Se exemplos destes se multiplicassem e os acordos de empresa começassem a fugir um a um à contratação coletiva, a CGTP perderia boa parte do seu poder e influência.
Por isso, era um alvo estratégico.
Quando a pioneira Comissão de Trabalhadores liderada por António Chora saiu, a CGTP (e o PCP) empenhou-se a fundo na luta que iria seguir-se pelo controlo operário.
E o resultado está à vista.
Os conflitos começaram a suceder-se.
A agitação nunca mais parou.
Dir-se-á que isso corresponde à vontade dos trabalhadores, expressa democraticamente, pois as greves e a rejeição das propostas da administração têm sido decididas em referendos.
Pura ilusão!
Desde 1975 que o PCP e a CGTP vêm apurando a técnica de dominar situações em que estão em minoria.
Nas assembleias e nos plenários, ao contrário dos outros trabalhadores, que atuam individualmente, os comunistas atuam de forma coordenada e em bloco.
Estabelecem objetivos precisos, têm uma estratégia predefinida, escolhem cirurgicamente os momentos para falar – e assim levam sempre a água ao seu moinho, conduzindo os plenários para onde querem.
Agora, por exemplo, dizem que não há qualquer perigo de deslocalização da fábrica, e que esse é um ‘papão’ agitado pelos patrões.
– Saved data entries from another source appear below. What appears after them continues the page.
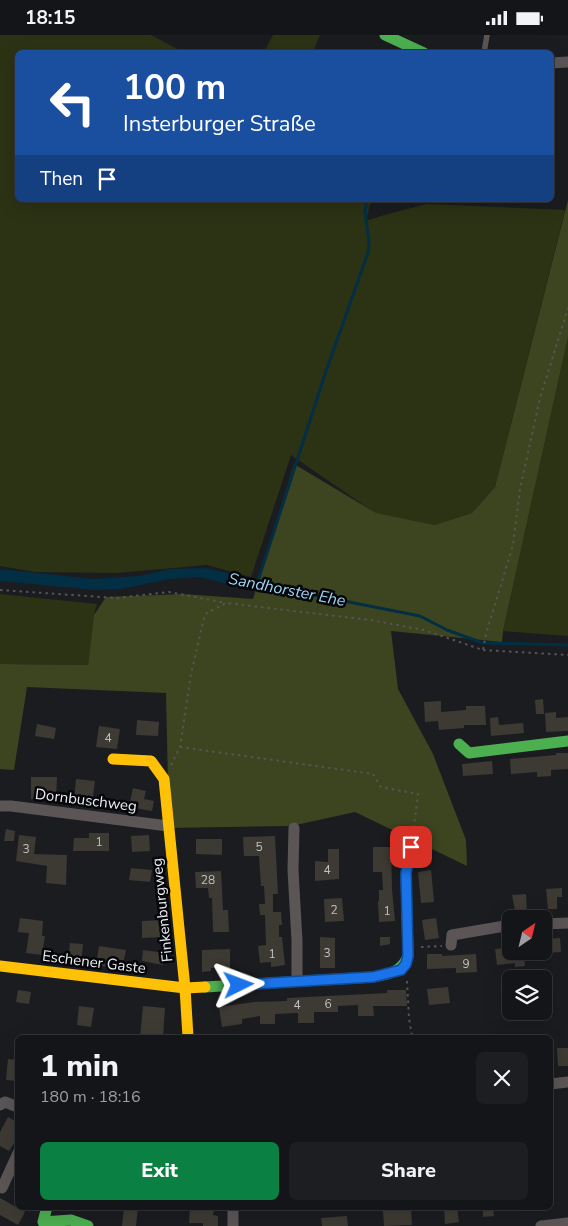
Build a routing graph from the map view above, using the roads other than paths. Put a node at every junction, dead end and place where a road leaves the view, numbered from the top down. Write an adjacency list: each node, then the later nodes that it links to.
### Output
1 (385, 35): 3 (street)
2 (486, 35): 4 (lane)
3 (418, 50)
4 (484, 50)
5 (568, 62): 6 (street)
6 (554, 63)
7 (568, 741): 8 (street)
8 (459, 744)
9 (113, 759): 11 (street, Finkenburgweg)
10 (0, 806): 11 (street, Dornbuschweg)
11 (168, 826): 20 (street, Finkenburgweg)
12 (294, 828): 19 (street)
13 (411, 847): 19 (street, Eschener Gaste)
14 (568, 923): 15 (street)
15 (552, 924)
16 (502, 927): 17 (street)
17 (452, 945)
18 (0, 966): 20 (street, Eschener Gaste)
19 (297, 981): 20 (street, Eschener Gaste)
20 (185, 989): 21 (street, Finkenburgweg)
21 (188, 1035)
22 (568, 1082): 23 (street)
23 (553, 1084)
24 (0, 1105): 25 (street)
25 (15, 1106)
26 (15, 1160): 27 (street)
27 (2, 1188)
28 (47, 1210): 31 (street)
29 (233, 1210): 33 (street)
30 (568, 1223): 34 (street)
31 (41, 1224): 32 (street)
32 (88, 1226)
33 (234, 1226)
34 (541, 1226)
E os trabalhadores, mesmo os não comunistas, acreditam nesse canto de sereia – não percebendo que, na era da globalização, ninguém pode dar essa garantia.
Chegou-se ao ponto, esta semana, de Arménio Carlos vir dizer o que a fábrica deve produzir, desafiando o Governo a impor a sua visão!
Ou seja: a CGTP já quer substituir-se à administração da empresa na designação dos objetivos estratégicos.
Se a fábrica fechar, a CGTP lavará daí as mãos.
Acusará o capitalismo internacional.
E em privado abrirá garrafas de champanhe: porque é um ‘mau exemplo’ que chega ao fim.
O que valem 5.500 postos de trabalho perante uma instituição tão importante como a CGTP?
Na URSS, o poder também não recuava perante os números.
P.S. – Os resultados das eleições na Catalunha puseram a nu a tremenda ignorância dos comentadores portugueses sobre o tema. Tudo o que escreveram nos últimos meses foi desmentido na noite de quinta-feira. Na próxima semana falarei deste assunto.